L’ignorance des hostiles

Mais cet aspect est-il un fait connu, partagé, permettant un débat public informé sur le sujet ? Une étude sociologique réalisée par IPSOS pour le compte d’EDF depuis 2012 chaque année semble montrer que non. Dans une mesure pour le moins alarmante pour qui souhaite une décision citoyenne sur le sujet énergétique. A partir d’une enquête réalisée par internet (1), confirmant les ordres de grandeurs d’autres études, il est permis d’affirmer que l’ignorance règne plus que la connaissance de ce fait. Que nos concitoyens sont victimes d’une grande tromperie qui pèse sur leur réflexion.

L’ignorance est massive, puisque si l’on additionne les « beaucoup » (44%) et les « un peu » (34%), on frôle les 80% des sondés attribuant aux centrales nucléaires une responsabilité dans l’élévation de la teneur de l’atmosphère en gaz à effet de serre, et donc dans le changement climatique. Même une vision optimiste – pour l’état des connaissances de nos concitoyens – parvient quand même à constater que près de la moitié de la population se met le doigt dans l’œil jusqu’au coude.

Je crois donc je sais

l’un des résultats les plus frappant de l’enquête est la dépendance à l’opinion de la diffusion d’une connaissance pourtant robuste, celle qui explique pourquoi le système électrique français est « décarboné » à près de 90%. Un peu comme la situation américaine où le vote Démocrate ou Républicain permet de prédire votre opinion sur la cause ou la réalité du changement climatique. L’enquête relie la position la plus hostile à l’usage de l’électricité d’origine nucléaire avec l’ignorance la plus massive : 75% des sondés se déclarant « tout à fait contre » l’utilisation du nucléaire croient que les centrales nucléaires contribuent « beaucoup » à l’effet de serre. La seule option de politique énergétique qui rassemble des personnes majoritairement informées de la véritable liaison entre nucléaire et climat est celle qui se déclare « tout à fait pour » cette source d’électricité. Les opinions moins tranchées se distribuent entre ces deux extrêmes.

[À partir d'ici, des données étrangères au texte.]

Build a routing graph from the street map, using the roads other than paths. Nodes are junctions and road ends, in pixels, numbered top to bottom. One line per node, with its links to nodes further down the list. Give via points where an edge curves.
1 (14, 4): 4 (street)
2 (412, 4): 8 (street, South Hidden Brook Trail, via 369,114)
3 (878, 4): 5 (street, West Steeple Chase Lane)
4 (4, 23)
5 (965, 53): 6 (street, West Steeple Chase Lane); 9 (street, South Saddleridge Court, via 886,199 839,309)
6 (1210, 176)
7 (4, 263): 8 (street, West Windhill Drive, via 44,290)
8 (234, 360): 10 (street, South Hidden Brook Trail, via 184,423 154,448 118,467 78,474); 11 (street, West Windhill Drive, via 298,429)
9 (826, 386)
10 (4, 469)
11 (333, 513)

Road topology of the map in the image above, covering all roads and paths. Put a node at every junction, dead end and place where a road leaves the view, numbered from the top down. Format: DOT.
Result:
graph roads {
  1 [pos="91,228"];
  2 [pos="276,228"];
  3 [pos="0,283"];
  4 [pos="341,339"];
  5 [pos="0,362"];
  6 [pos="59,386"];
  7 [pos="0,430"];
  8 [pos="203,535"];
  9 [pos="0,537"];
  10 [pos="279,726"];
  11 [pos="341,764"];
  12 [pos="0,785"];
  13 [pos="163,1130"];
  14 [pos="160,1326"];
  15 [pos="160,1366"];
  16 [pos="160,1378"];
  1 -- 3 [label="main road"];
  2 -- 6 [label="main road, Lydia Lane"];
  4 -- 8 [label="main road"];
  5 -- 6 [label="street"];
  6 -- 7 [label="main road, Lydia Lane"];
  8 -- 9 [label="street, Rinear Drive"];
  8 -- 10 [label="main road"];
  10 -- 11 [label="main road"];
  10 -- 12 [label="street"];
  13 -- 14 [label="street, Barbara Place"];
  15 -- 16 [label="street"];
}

Un psycho-sociologue y verrait une magnifique illustration du « biais de confirmation » qui encourage les individus à écarter toute information susceptible de mettre en cause leur croyance. Si l’on croit que l’énergie nucléaire, c’est mauvais, alors il faut qu’elle soit mauvaise aussi pour le climat… que l’on veut préserver.

Le souci climatique est très fort

Ce n’est pas par négligence du dossier climatique que les sondés en arrivent à partager massivement cette ignorance d’une des caractéristiques principales de l’électricité d’origine nucléaire. Ils sont en effet plus de 90% à considérer le changement climatique comme « très préoccupant » ou « assez préoccupant ». Plus encore : ils sont près de 90% à considérer que pour choisir les énergies à utiliser « lutter contre le changement climatique » est soit « très important » (49%) soit « plutôt important ». On pourrait donc s’attendre à ce que nos concitoyens fassent l’effort nécessaire pour comprendre l’origine première du problème – l’émission massive de gaz à effet de serre issus de la combustion du pétrole, du charbon et du gaz. Et donc se rendre compte de ce qu’une centrale nucléaire ne fait pas partie du problème mais, éventuellement, de sa solution.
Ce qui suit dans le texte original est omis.